Would you output the whole of the data exactly?

== Excerpted data ==

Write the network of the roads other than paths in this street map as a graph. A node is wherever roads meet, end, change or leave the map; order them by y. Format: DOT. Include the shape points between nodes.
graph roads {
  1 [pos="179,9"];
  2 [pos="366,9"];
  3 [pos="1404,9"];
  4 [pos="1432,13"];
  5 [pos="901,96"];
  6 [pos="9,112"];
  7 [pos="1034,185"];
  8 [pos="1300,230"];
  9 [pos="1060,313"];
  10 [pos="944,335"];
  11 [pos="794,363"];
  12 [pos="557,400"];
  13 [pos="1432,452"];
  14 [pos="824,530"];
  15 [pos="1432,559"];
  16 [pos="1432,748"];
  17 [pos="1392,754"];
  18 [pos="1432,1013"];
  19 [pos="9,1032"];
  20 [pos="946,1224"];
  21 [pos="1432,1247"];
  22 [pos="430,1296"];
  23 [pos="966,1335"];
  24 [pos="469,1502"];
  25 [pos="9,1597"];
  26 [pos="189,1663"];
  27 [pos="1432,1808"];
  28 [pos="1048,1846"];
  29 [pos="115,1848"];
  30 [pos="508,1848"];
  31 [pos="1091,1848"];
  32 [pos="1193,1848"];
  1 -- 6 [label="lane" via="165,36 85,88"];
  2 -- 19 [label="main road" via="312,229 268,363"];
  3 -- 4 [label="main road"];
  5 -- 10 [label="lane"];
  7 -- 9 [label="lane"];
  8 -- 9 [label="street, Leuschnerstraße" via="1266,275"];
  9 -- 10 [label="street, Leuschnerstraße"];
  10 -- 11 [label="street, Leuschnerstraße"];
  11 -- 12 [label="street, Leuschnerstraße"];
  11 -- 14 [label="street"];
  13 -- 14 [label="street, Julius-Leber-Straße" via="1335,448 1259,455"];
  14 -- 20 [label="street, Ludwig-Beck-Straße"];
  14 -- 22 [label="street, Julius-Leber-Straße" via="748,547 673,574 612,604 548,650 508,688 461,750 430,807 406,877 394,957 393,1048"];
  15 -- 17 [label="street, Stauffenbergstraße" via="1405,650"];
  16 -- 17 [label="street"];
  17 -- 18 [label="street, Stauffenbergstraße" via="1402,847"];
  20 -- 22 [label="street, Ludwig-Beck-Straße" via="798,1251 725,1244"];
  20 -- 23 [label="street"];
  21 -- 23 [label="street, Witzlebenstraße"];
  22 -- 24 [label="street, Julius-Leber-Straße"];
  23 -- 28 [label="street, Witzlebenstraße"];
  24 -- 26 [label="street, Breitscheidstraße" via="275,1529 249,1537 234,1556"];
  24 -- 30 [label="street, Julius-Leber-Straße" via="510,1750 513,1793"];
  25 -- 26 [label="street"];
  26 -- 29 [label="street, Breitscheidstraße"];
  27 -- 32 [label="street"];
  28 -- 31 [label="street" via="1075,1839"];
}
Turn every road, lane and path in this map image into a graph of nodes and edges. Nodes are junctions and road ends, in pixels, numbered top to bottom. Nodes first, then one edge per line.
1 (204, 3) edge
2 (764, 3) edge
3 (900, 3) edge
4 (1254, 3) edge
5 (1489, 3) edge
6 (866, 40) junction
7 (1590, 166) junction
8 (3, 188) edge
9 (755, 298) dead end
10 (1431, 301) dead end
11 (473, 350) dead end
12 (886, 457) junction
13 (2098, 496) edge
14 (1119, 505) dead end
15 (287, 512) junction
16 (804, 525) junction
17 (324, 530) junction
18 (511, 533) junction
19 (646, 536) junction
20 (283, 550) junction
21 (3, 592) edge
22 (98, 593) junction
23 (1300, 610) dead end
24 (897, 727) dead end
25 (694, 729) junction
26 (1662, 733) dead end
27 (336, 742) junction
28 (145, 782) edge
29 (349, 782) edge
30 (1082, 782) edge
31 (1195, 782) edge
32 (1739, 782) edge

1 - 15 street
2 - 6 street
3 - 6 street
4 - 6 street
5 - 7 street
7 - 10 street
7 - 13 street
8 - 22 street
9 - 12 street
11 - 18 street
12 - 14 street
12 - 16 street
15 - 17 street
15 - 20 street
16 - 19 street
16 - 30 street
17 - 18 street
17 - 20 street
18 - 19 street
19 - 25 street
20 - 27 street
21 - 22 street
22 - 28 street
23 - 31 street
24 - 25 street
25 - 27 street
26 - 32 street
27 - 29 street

===

# Output below
Write the network of the roads other than paths in this street map as a graph. A node is wherever roads meet, end, change or leave the map; order them by y. Format: DOT. Include the shape points between nodes.
graph roads {
  1 [pos="179,9"];
  2 [pos="366,9"];
  3 [pos="1404,9"];
  4 [pos="1432,13"];
  5 [pos="901,96"];
  6 [pos="9,112"];
  7 [pos="1034,185"];
  8 [pos="1300,230"];
  9 [pos="1060,313"];
  10 [pos="944,335"];
  11 [pos="794,363"];
  12 [pos="557,400"];
  13 [pos="1432,452"];
  14 [pos="824,530"];
  15 [pos="1432,559"];
  16 [pos="1432,748"];
  17 [pos="1392,754"];
  18 [pos="1432,1013"];
  19 [pos="9,1032"];
  20 [pos="946,1224"];
  21 [pos="1432,1247"];
  22 [pos="430,1296"];
  23 [pos="966,1335"];
  24 [pos="469,1502"];
  25 [pos="9,1597"];
  26 [pos="189,1663"];
  27 [pos="1432,1808"];
  28 [pos="1048,1846"];
  29 [pos="115,1848"];
  30 [pos="508,1848"];
  31 [pos="1091,1848"];
  32 [pos="1193,1848"];
  1 -- 6 [label="lane" via="165,36 85,88"];
  2 -- 19 [label="main road" via="312,229 268,363"];
  3 -- 4 [label="main road"];
  5 -- 10 [label="lane"];
  7 -- 9 [label="lane"];
  8 -- 9 [label="street, Leuschnerstraße" via="1266,275"];
  9 -- 10 [label="street, Leuschnerstraße"];
  10 -- 11 [label="street, Leuschnerstraße"];
  11 -- 12 [label="street, Leuschnerstraße"];
  11 -- 14 [label="street"];
  13 -- 14 [label="street, Julius-Leber-Straße" via="1335,448 1259,455"];
  14 -- 20 [label="street, Ludwig-Beck-Straße"];
  14 -- 22 [label="street, Julius-Leber-Straße" via="748,547 673,574 612,604 548,650 508,688 461,750 430,807 406,877 394,957 393,1048"];
  15 -- 17 [label="street, Stauffenbergstraße" via="1405,650"];
  16 -- 17 [label="street"];
  17 -- 18 [label="street, Stauffenbergstraße" via="1402,847"];
  20 -- 22 [label="street, Ludwig-Beck-Straße" via="798,1251 725,1244"];
  20 -- 23 [label="street"];
  21 -- 23 [label="street, Witzlebenstraße"];
  22 -- 24 [label="street, Julius-Leber-Straße"];
  23 -- 28 [label="street, Witzlebenstraße"];
  24 -- 26 [label="street, Breitscheidstraße" via="275,1529 249,1537 234,1556"];
  24 -- 30 [label="street, Julius-Leber-Straße" via="510,1750 513,1793"];
  25 -- 26 [label="street"];
  26 -- 29 [label="street, Breitscheidstraße"];
  27 -- 32 [label="street"];
  28 -- 31 [label="street" via="1075,1839"];
}
Turn every road, lane and path in this map image into a graph of nodes and edges. Nodes are junctions and road ends, in pixels, numbered top to bottom. Nodes first, then one edge per line.
1 (204, 3) edge
2 (764, 3) edge
3 (900, 3) edge
4 (1254, 3) edge
5 (1489, 3) edge
6 (866, 40) junction
7 (1590, 166) junction
8 (3, 188) edge
9 (755, 298) dead end
10 (1431, 301) dead end
11 (473, 350) dead end
12 (886, 457) junction
13 (2098, 496) edge
14 (1119, 505) dead end
15 (287, 512) junction
16 (804, 525) junction
17 (324, 530) junction
18 (511, 533) junction
19 (646, 536) junction
20 (283, 550) junction
21 (3, 592) edge
22 (98, 593) junction
23 (1300, 610) dead end
24 (897, 727) dead end
25 (694, 729) junction
26 (1662, 733) dead end
27 (336, 742) junction
28 (145, 782) edge
29 (349, 782) edge
30 (1082, 782) edge
31 (1195, 782) edge
32 (1739, 782) edge

1 - 15 street
2 - 6 street
3 - 6 street
4 - 6 street
5 - 7 street
7 - 10 street
7 - 13 street
8 - 22 street
9 - 12 street
11 - 18 street
12 - 14 street
12 - 16 street
15 - 17 street
15 - 20 street
16 - 19 street
16 - 30 street
17 - 18 street
17 - 20 street
18 - 19 street
19 - 25 street
20 - 27 street
21 - 22 street
22 - 28 street
23 - 31 street
24 - 25 street
25 - 27 street
26 - 32 street
27 - 29 street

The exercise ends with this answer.